[[ Data shown open ]]
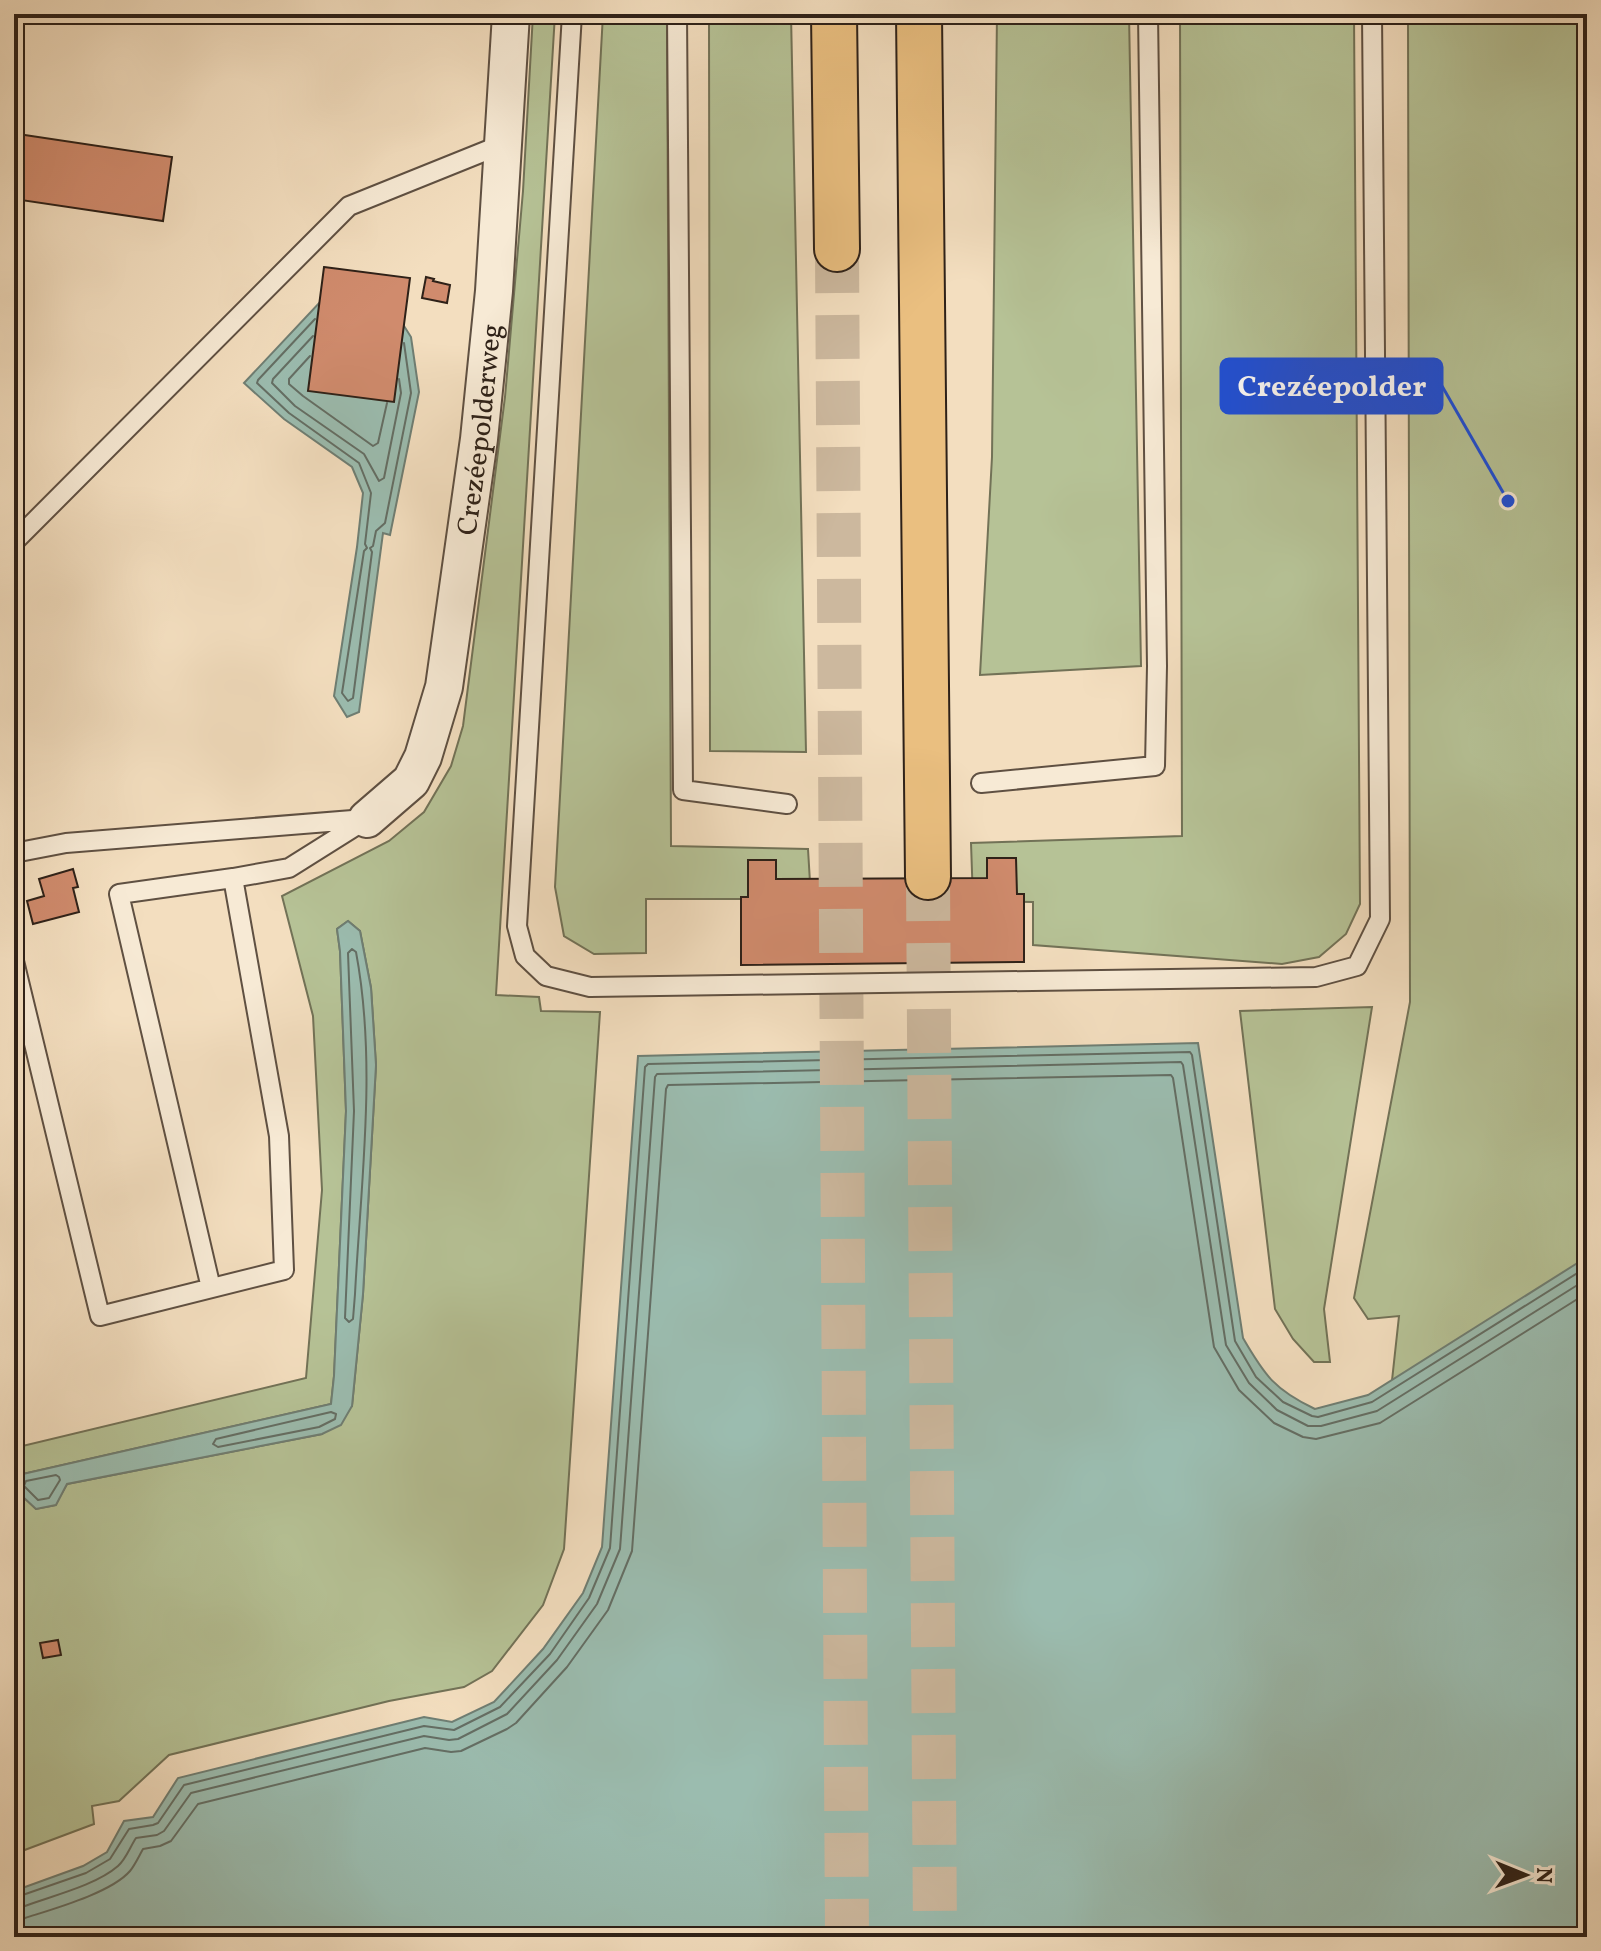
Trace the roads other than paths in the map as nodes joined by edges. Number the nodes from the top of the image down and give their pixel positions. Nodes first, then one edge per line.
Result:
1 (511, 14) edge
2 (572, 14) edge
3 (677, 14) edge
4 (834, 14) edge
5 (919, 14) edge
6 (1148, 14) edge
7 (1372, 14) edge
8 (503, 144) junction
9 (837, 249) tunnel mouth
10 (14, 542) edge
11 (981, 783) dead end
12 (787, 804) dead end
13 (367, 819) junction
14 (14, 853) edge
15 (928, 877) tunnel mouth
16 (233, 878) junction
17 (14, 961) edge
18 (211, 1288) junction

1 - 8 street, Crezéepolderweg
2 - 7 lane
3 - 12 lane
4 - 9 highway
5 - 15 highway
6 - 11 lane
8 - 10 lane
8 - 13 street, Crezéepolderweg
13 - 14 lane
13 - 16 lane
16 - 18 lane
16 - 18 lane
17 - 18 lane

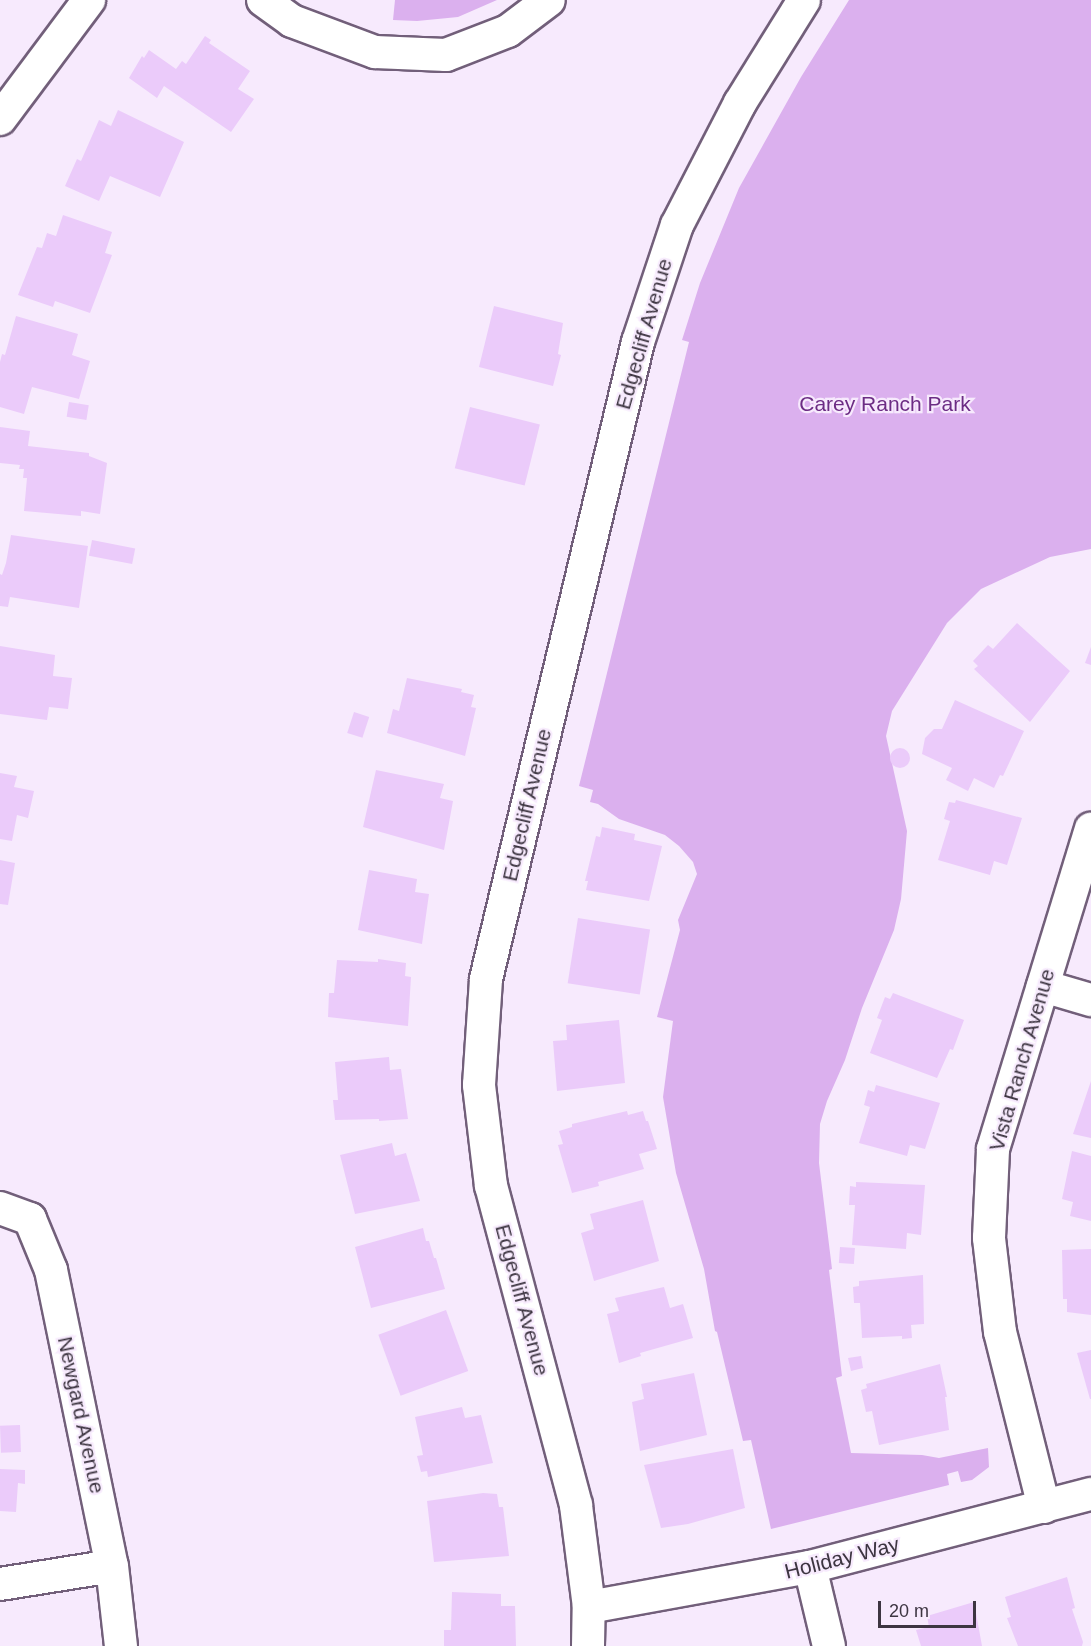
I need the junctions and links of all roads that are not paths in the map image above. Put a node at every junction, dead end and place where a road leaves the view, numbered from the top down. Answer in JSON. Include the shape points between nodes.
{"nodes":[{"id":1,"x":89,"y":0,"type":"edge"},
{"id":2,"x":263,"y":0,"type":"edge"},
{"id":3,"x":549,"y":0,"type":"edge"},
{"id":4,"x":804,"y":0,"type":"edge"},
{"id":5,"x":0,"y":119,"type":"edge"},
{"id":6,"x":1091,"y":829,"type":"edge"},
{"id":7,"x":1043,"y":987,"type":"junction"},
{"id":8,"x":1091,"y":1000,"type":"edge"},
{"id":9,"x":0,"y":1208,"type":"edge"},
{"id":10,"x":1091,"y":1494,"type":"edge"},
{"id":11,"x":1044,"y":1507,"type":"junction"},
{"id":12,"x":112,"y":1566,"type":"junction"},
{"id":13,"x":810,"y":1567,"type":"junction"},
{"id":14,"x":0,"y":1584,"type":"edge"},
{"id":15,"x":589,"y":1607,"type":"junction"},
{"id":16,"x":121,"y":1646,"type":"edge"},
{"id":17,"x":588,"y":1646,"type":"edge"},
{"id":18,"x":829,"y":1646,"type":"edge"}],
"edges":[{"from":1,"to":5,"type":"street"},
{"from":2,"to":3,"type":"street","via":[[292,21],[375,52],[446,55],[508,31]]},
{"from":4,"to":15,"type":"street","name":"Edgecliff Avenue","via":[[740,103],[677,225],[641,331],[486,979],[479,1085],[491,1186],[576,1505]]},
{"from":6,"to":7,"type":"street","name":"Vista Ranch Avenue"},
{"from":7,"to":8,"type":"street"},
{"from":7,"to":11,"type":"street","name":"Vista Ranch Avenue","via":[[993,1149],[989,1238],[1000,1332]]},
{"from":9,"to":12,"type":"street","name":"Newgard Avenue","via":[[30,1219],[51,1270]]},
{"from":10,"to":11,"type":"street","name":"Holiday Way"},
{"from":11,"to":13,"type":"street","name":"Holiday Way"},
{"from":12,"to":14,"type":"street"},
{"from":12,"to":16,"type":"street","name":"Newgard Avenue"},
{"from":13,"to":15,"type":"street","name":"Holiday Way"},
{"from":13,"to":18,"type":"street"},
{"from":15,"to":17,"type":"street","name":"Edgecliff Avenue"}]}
[[ Data shown closed ]]
Task requirements: Copy out the records above in full, exactly as written, but not the pictures.

Task solution:
Trace the roads other than paths in the map as nodes joined by edges. Number the nodes from the top of the image down and give their pixel positions. Nodes first, then one edge per line.
Result:
1 (511, 14) edge
2 (572, 14) edge
3 (677, 14) edge
4 (834, 14) edge
5 (919, 14) edge
6 (1148, 14) edge
7 (1372, 14) edge
8 (503, 144) junction
9 (837, 249) tunnel mouth
10 (14, 542) edge
11 (981, 783) dead end
12 (787, 804) dead end
13 (367, 819) junction
14 (14, 853) edge
15 (928, 877) tunnel mouth
16 (233, 878) junction
17 (14, 961) edge
18 (211, 1288) junction

1 - 8 street, Crezéepolderweg
2 - 7 lane
3 - 12 lane
4 - 9 highway
5 - 15 highway
6 - 11 lane
8 - 10 lane
8 - 13 street, Crezéepolderweg
13 - 14 lane
13 - 16 lane
16 - 18 lane
16 - 18 lane
17 - 18 lane

I need the junctions and links of all roads that are not paths in the map image above. Put a node at every junction, dead end and place where a road leaves the view, numbered from the top down. Answer in JSON. Include the shape points between nodes.
{"nodes":[{"id":1,"x":89,"y":0,"type":"edge"},
{"id":2,"x":263,"y":0,"type":"edge"},
{"id":3,"x":549,"y":0,"type":"edge"},
{"id":4,"x":804,"y":0,"type":"edge"},
{"id":5,"x":0,"y":119,"type":"edge"},
{"id":6,"x":1091,"y":829,"type":"edge"},
{"id":7,"x":1043,"y":987,"type":"junction"},
{"id":8,"x":1091,"y":1000,"type":"edge"},
{"id":9,"x":0,"y":1208,"type":"edge"},
{"id":10,"x":1091,"y":1494,"type":"edge"},
{"id":11,"x":1044,"y":1507,"type":"junction"},
{"id":12,"x":112,"y":1566,"type":"junction"},
{"id":13,"x":810,"y":1567,"type":"junction"},
{"id":14,"x":0,"y":1584,"type":"edge"},
{"id":15,"x":589,"y":1607,"type":"junction"},
{"id":16,"x":121,"y":1646,"type":"edge"},
{"id":17,"x":588,"y":1646,"type":"edge"},
{"id":18,"x":829,"y":1646,"type":"edge"}],
"edges":[{"from":1,"to":5,"type":"street"},
{"from":2,"to":3,"type":"street","via":[[292,21],[375,52],[446,55],[508,31]]},
{"from":4,"to":15,"type":"street","name":"Edgecliff Avenue","via":[[740,103],[677,225],[641,331],[486,979],[479,1085],[491,1186],[576,1505]]},
{"from":6,"to":7,"type":"street","name":"Vista Ranch Avenue"},
{"from":7,"to":8,"type":"street"},
{"from":7,"to":11,"type":"street","name":"Vista Ranch Avenue","via":[[993,1149],[989,1238],[1000,1332]]},
{"from":9,"to":12,"type":"street","name":"Newgard Avenue","via":[[30,1219],[51,1270]]},
{"from":10,"to":11,"type":"street","name":"Holiday Way"},
{"from":11,"to":13,"type":"street","name":"Holiday Way"},
{"from":12,"to":14,"type":"street"},
{"from":12,"to":16,"type":"street","name":"Newgard Avenue"},
{"from":13,"to":15,"type":"street","name":"Holiday Way"},
{"from":13,"to":18,"type":"street"},
{"from":15,"to":17,"type":"street","name":"Edgecliff Avenue"}]}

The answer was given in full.